Distributed System Partitioning
Partitioning is the action of breaking up large datasets into multiple partitions. There are several names for this:
- Shard - MongoDB, Elasticsearch, SolrCloud
- Region - HBase
- Tablet - Bigtable
- Vnode - Cassandra, Riak
Partitioning are often combined with replication, so that copies of each partitions are stored on multiple nodes. The choice of partitioning scheme are usually independent of the replication scheme.
Terminologies
- Skew - when some partitions have more data or queries compared to others
- Hot spot - a partition with disproportionately high load
Key Value Data Partitioning
Assumptions:
- Always access a record by its primary key
Partitioning by Key Range
- Create boundary between the ranges (for example for a string key, range can be the first character with range A - C, D - H, …)

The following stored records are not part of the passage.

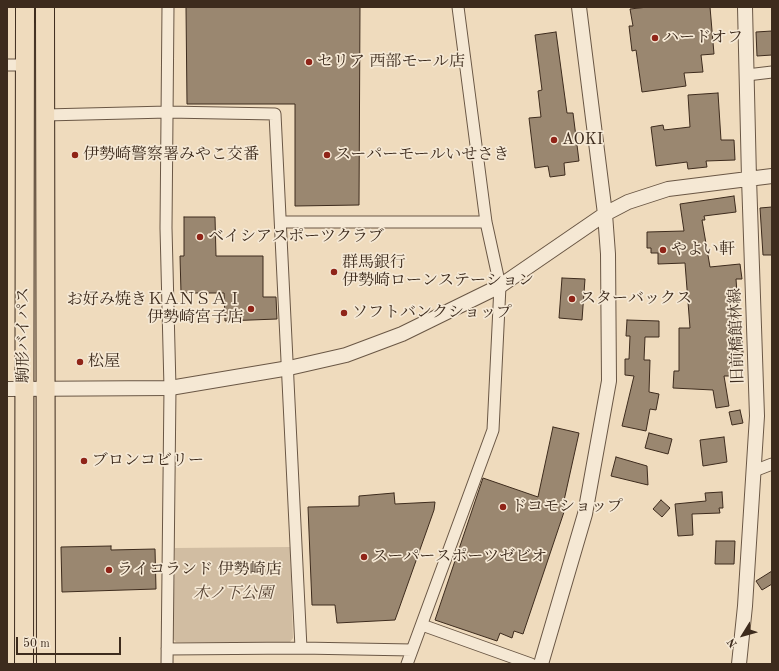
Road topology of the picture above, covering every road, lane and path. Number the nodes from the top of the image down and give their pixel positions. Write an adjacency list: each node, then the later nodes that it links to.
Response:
1 (25, 7): 8 (main road, 駒形バイパス)
2 (45, 7): 12 (main road, 駒形バイパス)
3 (168, 7): 11 (street)
4 (458, 7): 17 (street)
5 (579, 7): 15 (street)
6 (745, 7): 10 (street, 旧前橋館林線)
7 (7, 65): 8 (street)
8 (25, 65): 22 (main road, 駒形バイパス)
9 (772, 72): 10 (street)
10 (747, 75): 14 (street, 旧前橋館林線)
11 (168, 112): 12 (street); 16 (street); 21 (street)
12 (44, 115): 20 (main road, 駒形バイパス)
13 (772, 176): 14 (street)
14 (748, 178): 15 (street); 24 (street, 旧前橋館林線)
15 (605, 214): 18 (street); 34 (street)
16 (281, 222): 17 (street); 19 (street)
17 (486, 222): 18 (street)
18 (500, 286): 19 (street); 25 (street)
19 (289, 368): 21 (street); 26 (street)
20 (46, 388): 21 (street); 22 (street); 30 (main road, 駒形バイパス)
21 (170, 388): 27 (street)
22 (15, 389): 29 (main road, 駒形バイパス)
23 (772, 464): 24 (street)
24 (754, 471): 35 (street, 旧前橋館林線)
25 (422, 625): 28 (street); 33 (street)
26 (301, 648): 27 (street); 28 (street)
27 (167, 649): 31 (street)
28 (412, 650): 32 (street)
29 (24, 664)
30 (46, 664)
31 (167, 664)
32 (407, 664)
33 (531, 664)
34 (541, 664)
35 (739, 664)

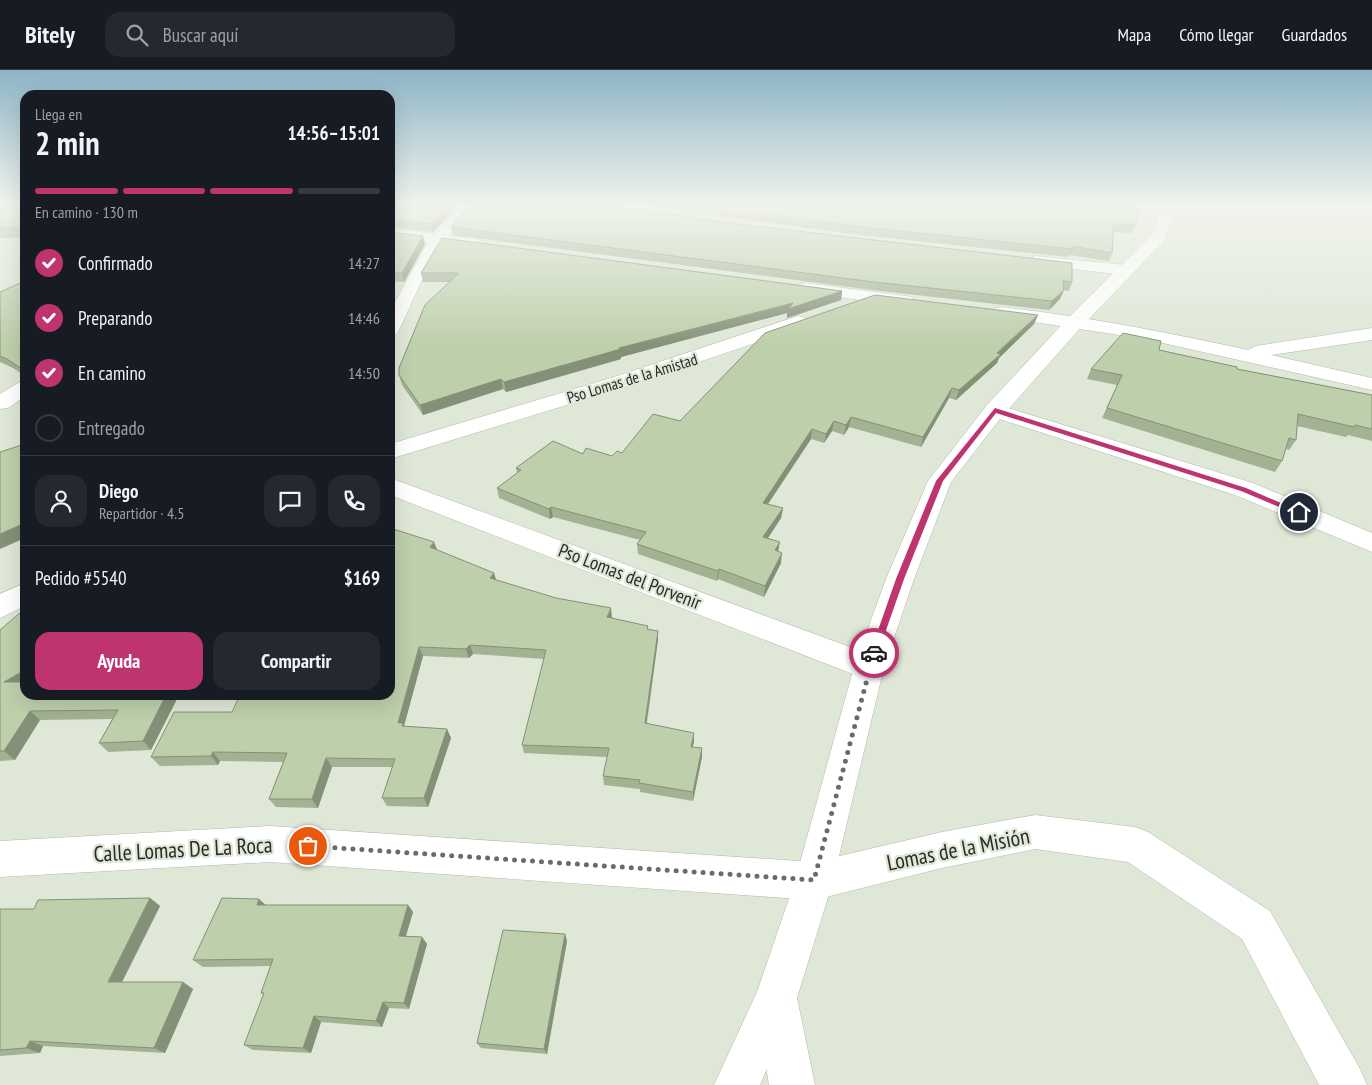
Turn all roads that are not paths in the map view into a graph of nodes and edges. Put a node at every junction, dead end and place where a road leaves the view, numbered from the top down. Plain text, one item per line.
1 (430, 252) edge
2 (1145, 252) edge
3 (1022, 260) edge
4 (1125, 270) junction
5 (785, 285) edge
6 (872, 297) junction
7 (921, 303) edge
8 (988, 311) edge
9 (395, 320) edge
10 (1076, 321) junction
11 (1372, 334) edge
12 (1237, 355) junction
13 (1372, 384) edge
14 (995, 410) junction
15 (395, 450) edge
16 (395, 488) edge
17 (1372, 543) edge
18 (20, 596) edge
19 (0, 607) edge
20 (869, 667) junction
21 (0, 859) edge
22 (814, 880) junction
23 (776, 998) junction
24 (737, 1085) edge
25 (792, 1085) edge
26 (1344, 1085) edge

1 - 9 street
2 - 4 street
3 - 4 street
4 - 10 street
5 - 6 street
6 - 7 street
6 - 15 street, Pso Lomas de la Amistad
8 - 10 street
10 - 12 street
10 - 14 street
11 - 12 street
12 - 13 street
14 - 17 street
14 - 20 street
16 - 20 street, Pso Lomas del Porvenir
18 - 19 street
20 - 22 street
21 - 22 street, Calle Lomas De La Roca
22 - 23 street
22 - 26 street, Lomas de la Misión
23 - 24 street
23 - 25 street

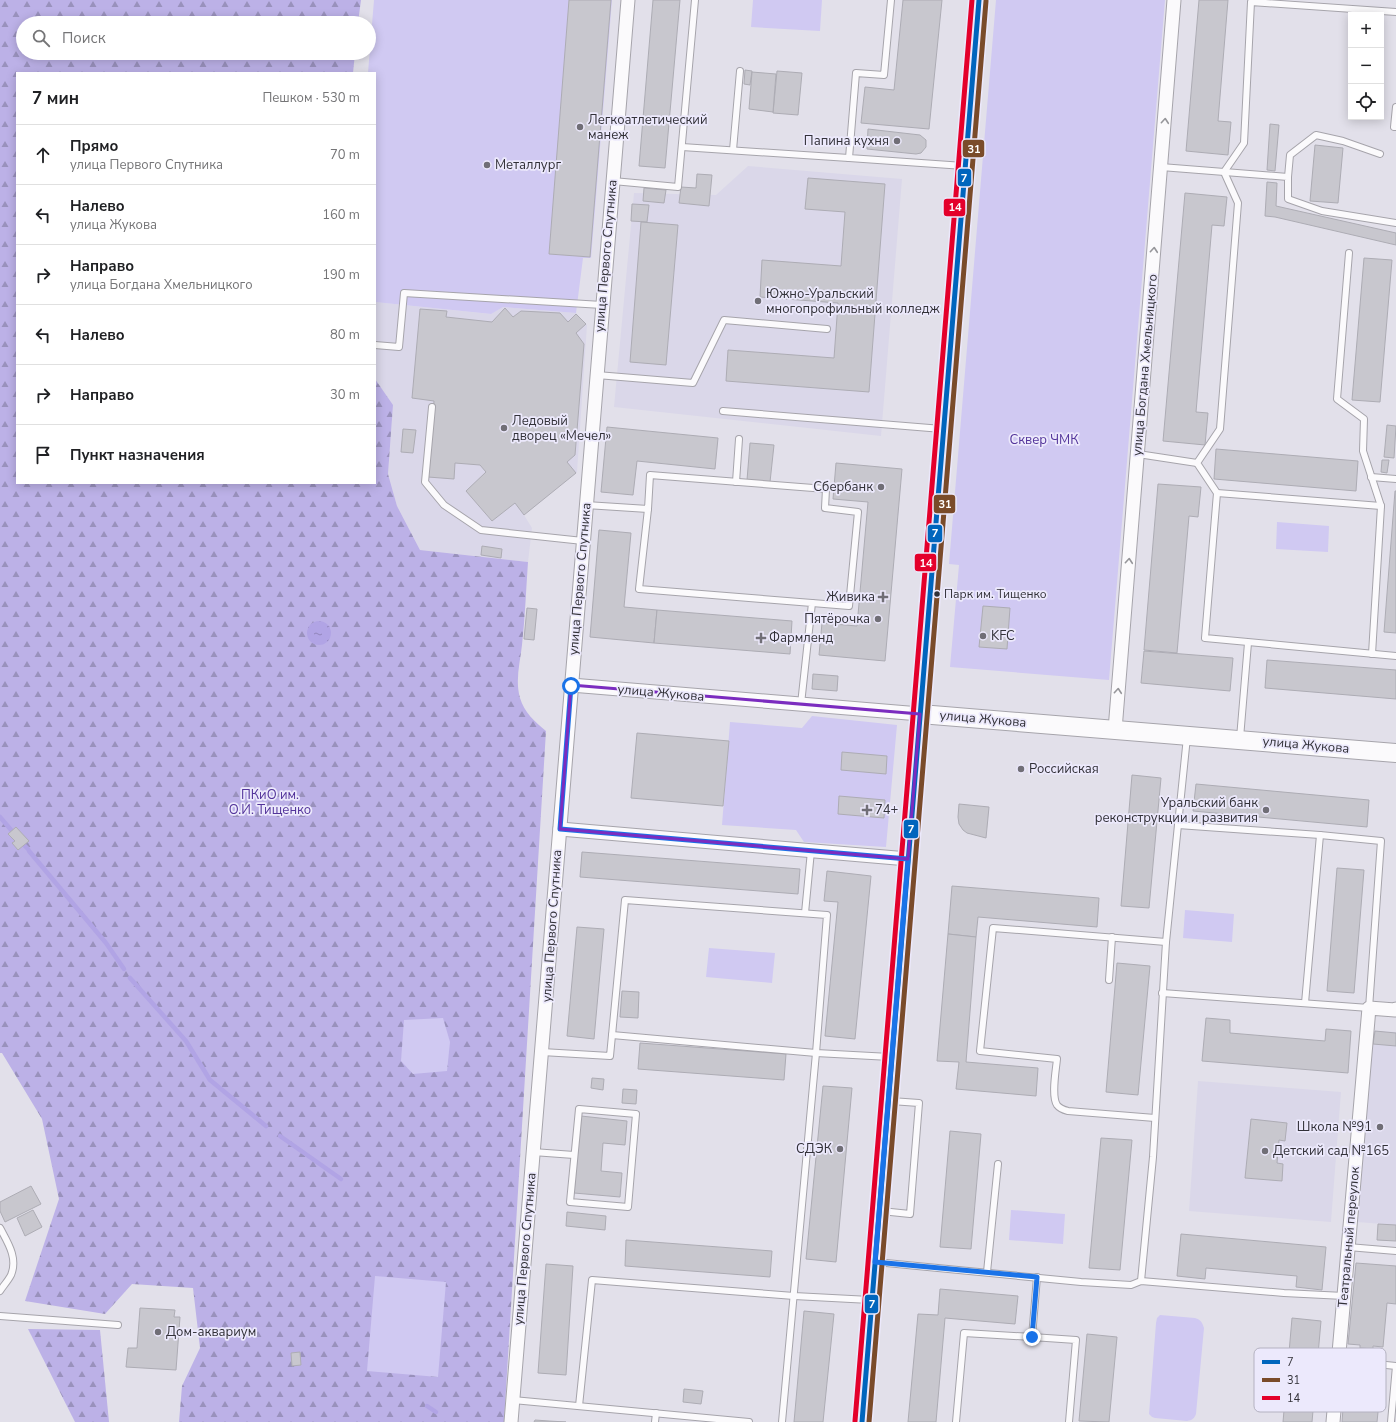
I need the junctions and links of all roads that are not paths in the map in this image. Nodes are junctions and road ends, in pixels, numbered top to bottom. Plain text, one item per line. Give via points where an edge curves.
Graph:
1 (628, 0) edge
2 (695, 0) edge
3 (891, 0) edge
4 (979, 0) edge
5 (1174, 0) edge
6 (1308, 0) edge
7 (1308, 7) junction
8 (1396, 12) edge
9 (740, 71) dead end
10 (1396, 107) edge
11 (1396, 127) edge
12 (682, 147) junction
13 (733, 150) junction
14 (1380, 154) dead end
15 (849, 158) junction
16 (965, 167) junction
17 (1161, 167) junction
18 (1224, 172) junction
19 (1288, 177) junction
20 (613, 181) junction
21 (1396, 223) edge
22 (1349, 253) dead end
23 (602, 306) junction
24 (827, 329) dead end
25 (376, 345) edge
26 (597, 375) junction
27 (432, 407) dead end
28 (723, 411) dead end
29 (944, 429) junction
30 (739, 439) dead end
31 (1138, 454) junction
32 (1197, 463) junction
33 (1371, 477) junction
34 (1396, 479) edge
35 (736, 482) junction
36 (1217, 493) junction
37 (586, 504) junction
38 (1381, 506) junction
39 (648, 509) junction
40 (583, 541) junction
41 (812, 603) junction
42 (1248, 643) junction
43 (1372, 654) junction
44 (1396, 656) edge
45 (571, 686) junction
46 (801, 704) junction
47 (920, 714) junction
48 (1115, 730) junction
49 (1187, 736) junction
50 (1240, 740) junction
51 (1396, 753) edge
52 (1178, 825) junction
53 (560, 829) junction
54 (1320, 834) junction
55 (811, 851) junction
56 (908, 859) junction
57 (805, 913) junction
58 (1112, 938) junction
59 (1166, 942) junction
60 (1109, 980) dead end
61 (1162, 993) junction
62 (1305, 1003) junction
63 (1369, 1008) junction
64 (1396, 1009) edge
65 (612, 1035) junction
66 (542, 1052) junction
67 (816, 1053) junction
68 (892, 1057) junction
69 (888, 1100) junction
70 (1155, 1118) junction
71 (533, 1152) junction
72 (574, 1155) junction
73 (998, 1164) dead end
74 (879, 1211) junction
75 (0, 1228) edge
76 (1348, 1247) junction
77 (1396, 1251) edge
78 (875, 1262) junction
79 (987, 1272) junction
80 (1037, 1277) junction
81 (1141, 1281) junction
82 (0, 1291) edge
83 (794, 1296) junction
84 (1344, 1296) junction
85 (872, 1300) junction
86 (0, 1316) edge
87 (118, 1325) dead end
88 (1032, 1337) junction
89 (1339, 1348) edge
90 (1386, 1364) edge
91 (1396, 1365) edge
92 (513, 1400) junction
93 (579, 1406) junction
94 (1334, 1412) edge
95 (656, 1413) junction
96 (511, 1422) edge
97 (655, 1422) edge
98 (749, 1422) edge
99 (782, 1422) edge
100 (862, 1422) edge
101 (956, 1422) edge
102 (1069, 1422) edge
103 (1333, 1422) edge
104 (1391, 1422) edge

1 - 20 street, улица Первого Спутника
2 - 12 lane
3 - 15 lane via 884,76 856,73
4 - 16 main road
17 -> 5 street, улица Богдана Хмельницкого
6 - 7 lane
7 - 8 lane
7 - 18 lane via 1251,2 1244,143
9 - 13 lane
10 - 11 lane
12 - 13 lane
12 - 20 lane via 678,187
13 - 15 lane
14 - 19 lane via 1316,135 1290,155
15 - 16 lane
16 - 29 main road
17 - 18 lane
31 -> 17 street, улица Богдана Хмельницкого
18 - 19 lane
18 - 32 lane via 1238,203 1220,429
19 - 21 lane via 1288,199 1322,211
20 - 23 street, улица Первого Спутника
22 - 33 lane via 1337,399 1364,419 1363,451
23 - 25 lane via 404,293 399,347
23 - 26 street, улица Первого Спутника
24 - 26 lane via 724,320 692,383
26 - 37 street, улица Первого Спутника
27 - 40 lane via 425,482 444,505 481,530
28 - 29 lane
29 - 47 main road
30 - 35 lane
31 - 32 lane
48 -> 31 street, улица Богдана Хмельницкого
32 - 36 lane
33 - 34 lane
33 - 38 lane
35 - 39 lane via 650,475
35 - 41 lane via 826,489 825,508 858,512 849,606
36 - 38 lane
36 - 42 lane via 1205,638
37 - 39 lane
37 - 40 street, улица Первого Спутника
38 - 43 lane
39 - 41 lane via 639,589
40 - 45 street, улица Первого Спутника
41 - 46 lane
42 - 43 lane
42 - 50 lane
43 - 44 lane
45 - 46 street, улица Жукова
45 - 53 street, улица Первого Спутника
46 - 47 street, улица Жукова
47 - 48 main road, улица Жукова
47 - 56 main road
48 - 49 main road, улица Жукова
49 - 50 main road, улица Жукова
49 - 52 lane
50 - 51 main road, улица Жукова
52 - 54 lane
52 - 59 lane
53 - 55 street
53 - 66 street, улица Первого Спутника
54 - 62 lane
54 - 63 lane via 1381,841
55 - 56 street
55 - 57 lane
56 - 68 main road
57 - 65 lane via 625,900
57 - 67 lane via 827,915
58 - 59 lane
58 - 60 lane
58 - 70 lane via 993,928 980,1051 1057,1059 1054,1095 1057,1105 1062,1109
59 - 61 lane
61 - 62 lane
61 - 70 lane
62 - 63 lane
63 - 64 street
63 - 76 street, Театральный переулок
65 - 66 lane via 610,1056
65 - 67 lane
66 - 71 street, улица Первого Спутника
67 - 68 lane
67 - 83 lane
68 - 69 main road
69 - 74 main road
69 - 74 lane via 919,1103 910,1214
70 - 81 lane
71 - 72 lane
71 - 92 street, улица Первого Спутника
72 - 72 lane via 579,1109 636,1114 628,1207 570,1202
73 - 79 lane
74 - 78 main road
75 - 82 lane via 12,1250 14,1262 10,1276
76 - 77 lane
76 - 84 street, Театральный переулок
78 - 79 lane
78 - 85 main road
79 - 80 lane
80 - 81 lane via 1131,1285
80 - 88 lane
81 - 84 lane
83 - 85 lane
83 - 93 lane via 592,1280
83 - 99 lane
84 - 89 street, Театральный переулок
85 - 100 main road
86 - 87 lane
88 - 101 lane via 964,1333
88 - 102 lane via 1076,1340
90 - 91 lane
91 - 104 lane
92 - 93 lane
92 - 96 street, улица Первого Спутника
93 - 95 lane
94 - 103 street, Театральный переулок
95 - 97 lane
95 - 98 lane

- Combined with the knowledge of partition assignment to the node, the request can be direclty sent to the node
Notes:
- Range may not be evenly spaced, ranges may be skewed, so the ranges need to adapt to the data
- Range selection can be chosen manually or automatically
- Keys can be sorted within the partition (SSTables, LSM Trees)
Concerns:
- Certain access patterns can lead to hot spots
- Example: range by yyyy-mm, the latest month will be a hot spot due to frequent use of the partition
Partitioning by Hash of Key
- A good hash function takes skewed data and make it roughly uniformly distributed
- Similar inputs can lead to very different hash value
- Hash function does not need to be cryptographically strong because clashes is always required (multiple keys will need to be in the same partition)
- A partition can be assigned to a range of hashes instead of the key itself
Concerns:
- Unable to perform range queries of the key, a compound primary key with unhashed part can be used for range query given the hashed part
- Compound key enables data model for one to many relationship
- Sort ordering is lost
Skew and Relieving Hot Spots
- Even with hashing, hotspots may not be completely avoided
- At the moment no database systems can compensate for single key skewed workload, so the application has to handle the skew
- Adding randomised value is typically the way to go, however this will slow down reads
Secondary Indexes
- Secondary index usually does not identify the records uniquely, but more as a way to search for occurences of certain values
- Secondary index are complex but is useful for data modelling
- Secondary index needs to be partitioned as well
Partitioning Secondary Index by Document
Each partition is completely separate, each partition maintains its own secondary indexes. Document partitioned secondary index is also called local index for that reason.
However, to search by an index, the query needs to be sent to all partitions, and combine the results received (scatter gather). This approach is prone to tail latency amplification.
Partitioning Secondary Index by Term
Also called a global index, it stores all document references for a term in the same partition. The global index can be partitioned differently from the primary key index.
The term we are looking for determines which partition of the index we find.
Benefits:
- Possibility to perform range scans (if index is partitioned by range)
- Reads are more efficient
Drawbacks:
- Writes are slower and more complicated, writing a document can result in writes to multiple partitions / nodes
Updates to secondary index partitioned this way are often performed asynchronously, because synchronous updates will require distributed transactions across multiple nodes and partitions. The changes to index are usually not immediate.
Rebalancing Partitions
Some minimum requirements for rebalancing:
- After rebalancing, the load (storage, read, write) should be shared fairly between nodes in the cluster
- While rebalancing, the database should continue accepting reads and writes
- No more data than necessary should be moved between nodes, to make rebalancing fast and minimize network and disk I/O\
Hash Mod N
This is a bad idea, because when the number of nodes changes, more than necessary partitions are moved because of the partition node modulo.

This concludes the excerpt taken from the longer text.